VAMAE: Vessel-Aware Masked Autoencoders for OCT Angiography

Published 8 Apr 2026 in cs.CV | (2604.06583v1)

Abstract: Optical coherence tomography angiography (OCTA) provides non-invasive visualization of retinal microvasculature, but learning robust representations remains challenging due to sparse vessel structures and strong topological constraints. Many existing self-supervised learning approaches, including masked autoencoders, are primarily designed for dense natural images and rely on uniform masking and pixel-level reconstruction, which may inadequately capture vascular geometry.

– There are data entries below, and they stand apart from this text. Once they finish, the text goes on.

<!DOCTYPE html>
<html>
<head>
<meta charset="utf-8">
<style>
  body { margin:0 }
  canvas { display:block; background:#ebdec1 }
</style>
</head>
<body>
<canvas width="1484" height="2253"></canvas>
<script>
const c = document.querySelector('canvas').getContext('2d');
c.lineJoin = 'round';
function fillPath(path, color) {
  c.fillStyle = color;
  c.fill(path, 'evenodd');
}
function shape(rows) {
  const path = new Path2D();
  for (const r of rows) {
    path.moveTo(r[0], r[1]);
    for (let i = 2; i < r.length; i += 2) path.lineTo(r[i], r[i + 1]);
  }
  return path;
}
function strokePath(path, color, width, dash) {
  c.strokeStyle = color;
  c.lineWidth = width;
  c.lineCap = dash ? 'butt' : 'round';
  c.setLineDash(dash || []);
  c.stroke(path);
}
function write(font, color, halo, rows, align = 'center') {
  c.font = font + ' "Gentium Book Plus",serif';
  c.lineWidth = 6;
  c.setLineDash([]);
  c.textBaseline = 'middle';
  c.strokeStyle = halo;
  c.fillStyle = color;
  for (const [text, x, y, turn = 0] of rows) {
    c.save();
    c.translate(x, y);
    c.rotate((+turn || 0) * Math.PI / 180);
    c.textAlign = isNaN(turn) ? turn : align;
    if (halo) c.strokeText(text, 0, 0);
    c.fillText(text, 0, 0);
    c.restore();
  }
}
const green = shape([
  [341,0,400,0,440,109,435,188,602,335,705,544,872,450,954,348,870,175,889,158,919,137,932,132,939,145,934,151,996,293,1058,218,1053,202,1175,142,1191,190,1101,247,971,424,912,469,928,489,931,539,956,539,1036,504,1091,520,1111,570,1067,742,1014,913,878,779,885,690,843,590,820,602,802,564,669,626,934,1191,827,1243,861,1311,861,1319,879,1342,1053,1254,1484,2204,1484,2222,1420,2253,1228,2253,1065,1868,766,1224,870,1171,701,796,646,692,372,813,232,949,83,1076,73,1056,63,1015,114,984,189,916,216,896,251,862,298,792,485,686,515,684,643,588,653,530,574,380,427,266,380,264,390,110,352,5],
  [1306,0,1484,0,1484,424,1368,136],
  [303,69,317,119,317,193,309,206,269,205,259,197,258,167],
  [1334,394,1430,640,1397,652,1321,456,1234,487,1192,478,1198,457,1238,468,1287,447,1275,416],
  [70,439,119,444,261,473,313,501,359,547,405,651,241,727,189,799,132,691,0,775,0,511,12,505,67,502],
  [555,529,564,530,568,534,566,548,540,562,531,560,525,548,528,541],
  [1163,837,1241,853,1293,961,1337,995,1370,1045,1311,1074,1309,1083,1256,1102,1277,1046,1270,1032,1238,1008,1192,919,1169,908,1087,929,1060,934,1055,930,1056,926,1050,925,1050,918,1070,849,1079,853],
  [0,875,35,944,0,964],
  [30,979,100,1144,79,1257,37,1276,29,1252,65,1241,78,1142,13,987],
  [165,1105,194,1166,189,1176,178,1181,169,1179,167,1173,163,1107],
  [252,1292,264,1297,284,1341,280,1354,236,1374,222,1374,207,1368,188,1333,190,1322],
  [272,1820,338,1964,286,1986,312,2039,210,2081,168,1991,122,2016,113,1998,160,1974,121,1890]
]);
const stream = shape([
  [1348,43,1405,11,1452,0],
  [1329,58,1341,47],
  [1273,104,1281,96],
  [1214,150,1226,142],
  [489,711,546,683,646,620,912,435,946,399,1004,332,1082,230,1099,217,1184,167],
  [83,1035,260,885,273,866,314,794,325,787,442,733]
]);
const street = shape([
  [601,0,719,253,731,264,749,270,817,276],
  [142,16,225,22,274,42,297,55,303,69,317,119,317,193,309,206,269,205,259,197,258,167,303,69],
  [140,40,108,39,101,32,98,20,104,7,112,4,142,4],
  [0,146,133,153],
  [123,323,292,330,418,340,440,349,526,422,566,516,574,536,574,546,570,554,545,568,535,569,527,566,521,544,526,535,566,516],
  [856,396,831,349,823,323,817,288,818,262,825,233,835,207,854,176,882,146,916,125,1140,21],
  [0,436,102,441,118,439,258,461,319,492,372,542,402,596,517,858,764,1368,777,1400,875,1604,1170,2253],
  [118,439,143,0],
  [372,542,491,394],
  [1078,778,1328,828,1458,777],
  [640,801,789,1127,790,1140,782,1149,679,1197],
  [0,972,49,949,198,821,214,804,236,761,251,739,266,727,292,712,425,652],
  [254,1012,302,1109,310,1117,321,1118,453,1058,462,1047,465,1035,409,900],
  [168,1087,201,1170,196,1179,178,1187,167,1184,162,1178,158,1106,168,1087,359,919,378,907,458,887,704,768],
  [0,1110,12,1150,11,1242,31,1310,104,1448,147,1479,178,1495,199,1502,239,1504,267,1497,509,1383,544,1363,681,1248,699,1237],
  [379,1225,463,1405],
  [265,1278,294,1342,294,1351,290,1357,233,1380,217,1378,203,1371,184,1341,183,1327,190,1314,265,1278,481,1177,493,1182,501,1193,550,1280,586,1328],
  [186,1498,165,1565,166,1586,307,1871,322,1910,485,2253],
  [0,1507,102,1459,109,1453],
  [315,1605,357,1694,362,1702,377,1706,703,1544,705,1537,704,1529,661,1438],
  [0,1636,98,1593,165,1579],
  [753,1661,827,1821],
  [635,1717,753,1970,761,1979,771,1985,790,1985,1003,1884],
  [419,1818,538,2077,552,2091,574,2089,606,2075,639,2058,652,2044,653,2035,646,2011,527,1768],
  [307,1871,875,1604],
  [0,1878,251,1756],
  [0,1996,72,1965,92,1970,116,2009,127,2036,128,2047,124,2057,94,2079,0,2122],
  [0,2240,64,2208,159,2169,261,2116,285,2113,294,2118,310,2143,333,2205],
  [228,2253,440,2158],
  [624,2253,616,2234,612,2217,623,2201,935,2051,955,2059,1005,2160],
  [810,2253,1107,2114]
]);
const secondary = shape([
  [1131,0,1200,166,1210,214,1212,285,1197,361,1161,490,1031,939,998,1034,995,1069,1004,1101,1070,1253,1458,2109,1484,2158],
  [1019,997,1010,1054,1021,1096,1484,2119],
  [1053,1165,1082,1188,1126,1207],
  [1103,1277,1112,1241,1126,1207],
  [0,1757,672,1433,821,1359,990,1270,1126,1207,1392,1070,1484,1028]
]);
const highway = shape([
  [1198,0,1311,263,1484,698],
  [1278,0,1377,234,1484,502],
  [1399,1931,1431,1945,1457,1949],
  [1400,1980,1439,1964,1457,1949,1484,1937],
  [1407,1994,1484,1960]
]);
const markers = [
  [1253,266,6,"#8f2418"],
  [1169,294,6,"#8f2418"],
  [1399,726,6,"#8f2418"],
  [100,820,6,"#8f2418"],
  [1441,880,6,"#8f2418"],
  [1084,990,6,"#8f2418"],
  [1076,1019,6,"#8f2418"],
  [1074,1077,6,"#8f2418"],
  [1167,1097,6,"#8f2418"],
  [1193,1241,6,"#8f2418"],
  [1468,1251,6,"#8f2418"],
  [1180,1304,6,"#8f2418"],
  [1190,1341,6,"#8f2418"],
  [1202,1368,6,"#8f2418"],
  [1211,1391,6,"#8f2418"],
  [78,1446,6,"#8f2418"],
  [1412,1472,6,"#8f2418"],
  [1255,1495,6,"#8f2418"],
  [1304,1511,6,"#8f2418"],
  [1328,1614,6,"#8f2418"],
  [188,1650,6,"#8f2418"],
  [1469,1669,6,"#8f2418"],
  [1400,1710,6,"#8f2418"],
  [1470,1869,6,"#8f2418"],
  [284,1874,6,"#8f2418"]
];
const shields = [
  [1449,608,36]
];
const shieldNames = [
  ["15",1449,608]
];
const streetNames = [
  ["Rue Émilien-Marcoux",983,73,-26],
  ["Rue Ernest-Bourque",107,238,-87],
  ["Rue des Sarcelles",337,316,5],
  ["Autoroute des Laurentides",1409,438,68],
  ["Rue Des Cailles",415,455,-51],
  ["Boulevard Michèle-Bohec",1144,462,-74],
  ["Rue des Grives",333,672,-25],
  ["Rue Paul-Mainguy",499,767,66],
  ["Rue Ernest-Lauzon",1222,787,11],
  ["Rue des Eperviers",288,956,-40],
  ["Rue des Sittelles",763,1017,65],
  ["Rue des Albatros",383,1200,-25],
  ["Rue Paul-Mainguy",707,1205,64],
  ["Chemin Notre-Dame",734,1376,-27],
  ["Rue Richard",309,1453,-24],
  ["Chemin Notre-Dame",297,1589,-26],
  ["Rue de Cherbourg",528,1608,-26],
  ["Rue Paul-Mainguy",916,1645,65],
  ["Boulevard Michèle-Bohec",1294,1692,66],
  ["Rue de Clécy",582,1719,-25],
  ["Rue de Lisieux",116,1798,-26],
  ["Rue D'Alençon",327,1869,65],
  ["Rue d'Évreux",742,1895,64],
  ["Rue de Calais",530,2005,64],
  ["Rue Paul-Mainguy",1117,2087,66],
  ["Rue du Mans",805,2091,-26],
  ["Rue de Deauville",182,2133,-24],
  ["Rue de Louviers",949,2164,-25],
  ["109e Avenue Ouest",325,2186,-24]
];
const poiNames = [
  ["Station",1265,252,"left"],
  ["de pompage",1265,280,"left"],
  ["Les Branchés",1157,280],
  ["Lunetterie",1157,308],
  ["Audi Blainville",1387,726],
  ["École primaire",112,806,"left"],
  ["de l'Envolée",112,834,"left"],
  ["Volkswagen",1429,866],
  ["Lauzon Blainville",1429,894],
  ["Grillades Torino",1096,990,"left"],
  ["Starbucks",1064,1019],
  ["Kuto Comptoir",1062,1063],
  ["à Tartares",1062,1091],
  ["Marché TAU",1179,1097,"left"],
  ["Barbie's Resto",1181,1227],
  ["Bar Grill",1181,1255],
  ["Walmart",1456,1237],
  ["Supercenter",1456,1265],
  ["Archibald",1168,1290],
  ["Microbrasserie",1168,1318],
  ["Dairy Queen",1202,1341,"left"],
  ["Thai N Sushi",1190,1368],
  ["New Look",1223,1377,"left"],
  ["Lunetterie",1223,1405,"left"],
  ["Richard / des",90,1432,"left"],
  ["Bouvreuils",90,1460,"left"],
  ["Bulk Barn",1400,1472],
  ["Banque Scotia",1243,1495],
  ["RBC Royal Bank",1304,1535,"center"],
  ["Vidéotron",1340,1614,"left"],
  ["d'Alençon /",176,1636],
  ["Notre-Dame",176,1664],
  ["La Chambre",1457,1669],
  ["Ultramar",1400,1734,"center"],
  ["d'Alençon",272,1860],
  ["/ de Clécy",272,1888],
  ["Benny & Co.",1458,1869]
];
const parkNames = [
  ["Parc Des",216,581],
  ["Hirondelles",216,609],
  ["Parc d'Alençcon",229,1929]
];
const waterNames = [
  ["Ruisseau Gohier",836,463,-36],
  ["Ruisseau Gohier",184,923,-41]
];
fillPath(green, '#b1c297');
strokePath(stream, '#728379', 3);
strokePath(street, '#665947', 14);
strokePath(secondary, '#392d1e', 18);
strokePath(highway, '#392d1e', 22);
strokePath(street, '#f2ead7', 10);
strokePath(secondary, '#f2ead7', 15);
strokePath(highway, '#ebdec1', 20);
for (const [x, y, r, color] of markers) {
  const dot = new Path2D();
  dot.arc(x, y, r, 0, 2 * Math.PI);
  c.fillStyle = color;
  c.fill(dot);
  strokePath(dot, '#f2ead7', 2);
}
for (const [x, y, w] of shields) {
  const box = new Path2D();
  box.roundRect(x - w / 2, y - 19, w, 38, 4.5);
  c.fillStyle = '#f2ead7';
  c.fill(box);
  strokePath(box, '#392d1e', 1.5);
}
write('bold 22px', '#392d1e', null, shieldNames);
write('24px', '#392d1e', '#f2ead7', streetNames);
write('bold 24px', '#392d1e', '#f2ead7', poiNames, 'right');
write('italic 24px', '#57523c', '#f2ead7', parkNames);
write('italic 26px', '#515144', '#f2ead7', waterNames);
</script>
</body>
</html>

We propose VAMAE, a vessel-aware masked autoencoding framework for self-supervised pretraining on OCTA images. The approach incorporates anatomically informed masking that emphasizes vessel-rich regions using vesselness and skeleton-based cues, encouraging the model to focus on vascular connectivity and branching patterns. In addition, the pretraining objective includes reconstructing multiple complementary targets, enabling the model to capture appearance, structural, and topological information. We evaluate the proposed pretraining strategy on the OCTA-500 benchmark for several vessel segmentation tasks under varying levels of supervision. The results indicate that vessel-aware masking and multi-target reconstruction provide consistent improvements over standard masked autoencoding baselines, particularly in limited-label settings, suggesting the potential of geometry-aware self-supervised learning for OCTA analysis.

Abstract PDF Upgrade to Chat

Authors (7)

Summary

The paper demonstrates VAMAE's main contribution: a novel vessel-aware masking strategy that prioritizes vessel-rich regions to improve vascular representation and connectivity in OCTA.
The methodology incorporates multi-target reconstruction by jointly predicting intensity, vesselness, and skeleton maps, yielding superior Dice scores on vessel segmentation benchmarks.
Experimental results show that VAMAE achieves high label efficiency and robust performance across varying disease severities, outperforming conventional MAE and supervised methods.

Vessel-Aware Masked Autoencoders for OCT Angiography: Technical Summary and Analysis

Motivation and Problem Context

Optical Coherence Tomography Angiography (OCTA) is instrumental in visualizing retinal microvasculature and providing crucial biomarkers for pathologies such as diabetic retinopathy and glaucoma. OCTA images are characterized by sparse, filamentary vessel structures embedded within predominantly homogeneous backgrounds. Segmentation and analysis require the preservation of vascular topology, continuity, and accurate delineation of features such as branching patterns and the foveal avascular zone (FAZ). Conventional self-supervised learning (SSL) methods—including masked autoencoders (MAE)—are biased toward the dense, texture-rich domains of natural images, employing uniform masking and pixel-level reconstruction. This paradigm is inherently misaligned with OCTA's sparse, geometry-centric anatomy, resulting in poor vessel representation and fragmented predictions.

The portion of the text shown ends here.